● PROBLEM DETAILS
In this exercise, the data must be written out exactly.

*** Opening of DATA TO USE ***

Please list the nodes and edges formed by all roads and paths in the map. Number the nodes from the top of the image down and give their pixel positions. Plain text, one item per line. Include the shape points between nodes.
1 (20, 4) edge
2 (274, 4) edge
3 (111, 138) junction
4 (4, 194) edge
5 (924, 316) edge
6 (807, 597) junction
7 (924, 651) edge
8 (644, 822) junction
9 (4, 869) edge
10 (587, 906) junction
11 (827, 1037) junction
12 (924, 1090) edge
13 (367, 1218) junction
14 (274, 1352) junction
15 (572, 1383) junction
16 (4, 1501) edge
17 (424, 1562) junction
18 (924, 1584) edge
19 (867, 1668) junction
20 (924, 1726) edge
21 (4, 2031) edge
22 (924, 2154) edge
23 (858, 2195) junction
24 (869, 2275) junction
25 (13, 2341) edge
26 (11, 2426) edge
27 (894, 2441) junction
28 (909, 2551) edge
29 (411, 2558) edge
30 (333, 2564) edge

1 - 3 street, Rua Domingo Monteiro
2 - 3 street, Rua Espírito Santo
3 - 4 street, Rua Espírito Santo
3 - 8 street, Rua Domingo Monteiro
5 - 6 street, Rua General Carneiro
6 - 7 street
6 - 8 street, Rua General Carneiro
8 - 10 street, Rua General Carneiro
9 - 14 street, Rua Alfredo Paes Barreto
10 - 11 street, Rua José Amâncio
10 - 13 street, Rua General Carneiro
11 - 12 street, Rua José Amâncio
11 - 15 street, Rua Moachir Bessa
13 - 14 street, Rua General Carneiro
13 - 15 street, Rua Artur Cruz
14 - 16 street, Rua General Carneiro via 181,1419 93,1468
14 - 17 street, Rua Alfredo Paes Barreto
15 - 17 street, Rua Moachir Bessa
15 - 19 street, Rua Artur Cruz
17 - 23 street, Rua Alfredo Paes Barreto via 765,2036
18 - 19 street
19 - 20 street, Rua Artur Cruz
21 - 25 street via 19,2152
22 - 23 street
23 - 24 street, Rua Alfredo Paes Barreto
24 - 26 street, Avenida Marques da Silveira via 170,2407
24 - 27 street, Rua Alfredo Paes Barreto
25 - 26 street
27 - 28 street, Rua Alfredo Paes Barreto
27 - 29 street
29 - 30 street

*** Close of DATA TO USE ***

● WRITTEN ANSWER
Please list the nodes and edges formed by all roads and paths in the map. Number the nodes from the top of the image down and give their pixel positions. Plain text, one item per line. Include the shape points between nodes.
1 (20, 4) edge
2 (274, 4) edge
3 (111, 138) junction
4 (4, 194) edge
5 (924, 316) edge
6 (807, 597) junction
7 (924, 651) edge
8 (644, 822) junction
9 (4, 869) edge
10 (587, 906) junction
11 (827, 1037) junction
12 (924, 1090) edge
13 (367, 1218) junction
14 (274, 1352) junction
15 (572, 1383) junction
16 (4, 1501) edge
17 (424, 1562) junction
18 (924, 1584) edge
19 (867, 1668) junction
20 (924, 1726) edge
21 (4, 2031) edge
22 (924, 2154) edge
23 (858, 2195) junction
24 (869, 2275) junction
25 (13, 2341) edge
26 (11, 2426) edge
27 (894, 2441) junction
28 (909, 2551) edge
29 (411, 2558) edge
30 (333, 2564) edge

1 - 3 street, Rua Domingo Monteiro
2 - 3 street, Rua Espírito Santo
3 - 4 street, Rua Espírito Santo
3 - 8 street, Rua Domingo Monteiro
5 - 6 street, Rua General Carneiro
6 - 7 street
6 - 8 street, Rua General Carneiro
8 - 10 street, Rua General Carneiro
9 - 14 street, Rua Alfredo Paes Barreto
10 - 11 street, Rua José Amâncio
10 - 13 street, Rua General Carneiro
11 - 12 street, Rua José Amâncio
11 - 15 street, Rua Moachir Bessa
13 - 14 street, Rua General Carneiro
13 - 15 street, Rua Artur Cruz
14 - 16 street, Rua General Carneiro via 181,1419 93,1468
14 - 17 street, Rua Alfredo Paes Barreto
15 - 17 street, Rua Moachir Bessa
15 - 19 street, Rua Artur Cruz
17 - 23 street, Rua Alfredo Paes Barreto via 765,2036
18 - 19 street
19 - 20 street, Rua Artur Cruz
21 - 25 street via 19,2152
22 - 23 street
23 - 24 street, Rua Alfredo Paes Barreto
24 - 26 street, Avenida Marques da Silveira via 170,2407
24 - 27 street, Rua Alfredo Paes Barreto
25 - 26 street
27 - 28 street, Rua Alfredo Paes Barreto
27 - 29 street
29 - 30 street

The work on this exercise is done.